[Data entries]
————

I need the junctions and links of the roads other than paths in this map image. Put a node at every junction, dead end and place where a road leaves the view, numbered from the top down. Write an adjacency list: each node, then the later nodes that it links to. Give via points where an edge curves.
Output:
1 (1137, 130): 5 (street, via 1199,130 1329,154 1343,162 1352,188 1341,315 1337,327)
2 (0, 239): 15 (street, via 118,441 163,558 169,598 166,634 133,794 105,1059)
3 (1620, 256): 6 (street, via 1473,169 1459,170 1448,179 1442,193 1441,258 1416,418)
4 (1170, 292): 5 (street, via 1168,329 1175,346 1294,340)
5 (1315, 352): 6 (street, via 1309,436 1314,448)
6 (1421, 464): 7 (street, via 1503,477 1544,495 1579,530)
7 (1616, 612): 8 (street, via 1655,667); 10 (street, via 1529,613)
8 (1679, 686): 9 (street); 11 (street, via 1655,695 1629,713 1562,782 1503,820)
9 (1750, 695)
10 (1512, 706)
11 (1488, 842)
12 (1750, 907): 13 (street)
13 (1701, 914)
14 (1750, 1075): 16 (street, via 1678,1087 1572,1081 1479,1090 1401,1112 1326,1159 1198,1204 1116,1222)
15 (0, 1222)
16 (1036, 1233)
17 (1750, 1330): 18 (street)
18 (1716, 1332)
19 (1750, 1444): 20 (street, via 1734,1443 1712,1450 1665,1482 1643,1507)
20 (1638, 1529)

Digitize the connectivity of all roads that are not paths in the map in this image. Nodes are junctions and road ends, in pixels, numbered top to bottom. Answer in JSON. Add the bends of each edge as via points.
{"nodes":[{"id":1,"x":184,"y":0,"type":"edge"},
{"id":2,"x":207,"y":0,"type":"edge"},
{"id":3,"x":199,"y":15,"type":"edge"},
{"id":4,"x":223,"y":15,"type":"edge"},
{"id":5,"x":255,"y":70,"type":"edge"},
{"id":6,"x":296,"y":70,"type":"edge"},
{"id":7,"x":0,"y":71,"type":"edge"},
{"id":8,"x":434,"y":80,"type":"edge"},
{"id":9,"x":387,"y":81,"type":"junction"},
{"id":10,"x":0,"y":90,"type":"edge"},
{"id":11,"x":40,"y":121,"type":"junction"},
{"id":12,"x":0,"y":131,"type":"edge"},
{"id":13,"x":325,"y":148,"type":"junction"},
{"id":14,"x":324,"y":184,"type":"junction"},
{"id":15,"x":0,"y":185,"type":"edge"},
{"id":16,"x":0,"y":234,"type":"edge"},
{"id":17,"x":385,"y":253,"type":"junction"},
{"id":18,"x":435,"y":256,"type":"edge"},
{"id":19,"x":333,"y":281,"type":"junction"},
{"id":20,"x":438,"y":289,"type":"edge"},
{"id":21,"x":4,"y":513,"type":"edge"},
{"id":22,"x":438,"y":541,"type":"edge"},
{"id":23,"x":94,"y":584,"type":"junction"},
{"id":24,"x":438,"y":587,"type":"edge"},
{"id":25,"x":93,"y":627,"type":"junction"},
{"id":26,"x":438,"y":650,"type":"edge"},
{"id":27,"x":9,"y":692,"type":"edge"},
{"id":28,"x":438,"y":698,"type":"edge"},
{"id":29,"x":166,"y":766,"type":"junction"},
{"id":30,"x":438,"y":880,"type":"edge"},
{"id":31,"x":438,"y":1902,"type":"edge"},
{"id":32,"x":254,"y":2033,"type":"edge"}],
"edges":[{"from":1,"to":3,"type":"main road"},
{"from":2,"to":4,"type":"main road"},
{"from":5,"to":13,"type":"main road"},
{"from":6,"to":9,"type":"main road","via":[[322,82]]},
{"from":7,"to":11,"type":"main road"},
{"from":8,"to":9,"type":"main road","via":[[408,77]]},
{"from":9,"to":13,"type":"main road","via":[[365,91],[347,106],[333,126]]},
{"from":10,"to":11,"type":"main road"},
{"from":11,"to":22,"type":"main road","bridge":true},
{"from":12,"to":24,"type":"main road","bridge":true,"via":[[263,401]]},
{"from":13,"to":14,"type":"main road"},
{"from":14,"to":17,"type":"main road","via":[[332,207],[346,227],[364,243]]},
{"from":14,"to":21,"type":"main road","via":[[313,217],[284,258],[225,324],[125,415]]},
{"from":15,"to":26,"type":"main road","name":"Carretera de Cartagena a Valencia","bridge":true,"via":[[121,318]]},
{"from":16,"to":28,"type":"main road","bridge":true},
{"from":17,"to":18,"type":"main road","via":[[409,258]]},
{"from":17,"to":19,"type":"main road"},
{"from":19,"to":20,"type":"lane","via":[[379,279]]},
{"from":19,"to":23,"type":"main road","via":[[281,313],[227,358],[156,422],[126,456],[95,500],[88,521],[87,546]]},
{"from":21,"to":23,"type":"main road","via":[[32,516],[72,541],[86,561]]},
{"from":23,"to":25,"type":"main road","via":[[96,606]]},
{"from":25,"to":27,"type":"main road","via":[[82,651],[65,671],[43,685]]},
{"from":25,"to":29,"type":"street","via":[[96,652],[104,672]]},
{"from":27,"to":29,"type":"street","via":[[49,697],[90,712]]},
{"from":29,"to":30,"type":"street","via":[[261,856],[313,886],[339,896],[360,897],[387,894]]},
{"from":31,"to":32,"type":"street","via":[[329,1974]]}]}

————

Copy all the lines from the data above that hold the word "this".

YOUR RESPONSE:
I need the junctions and links of the roads other than paths in this map image. Put a node at every junction, dead end and place where a road leaves the view, numbered from the top down. Write an adjacency list: each node, then the later nodes that it links to. Give via points where an edge curves.
Digitize the connectivity of all roads that are not paths in the map in this image. Nodes are junctions and road ends, in pixels, numbered top to bottom. Answer in JSON. Add the bends of each edge as via points.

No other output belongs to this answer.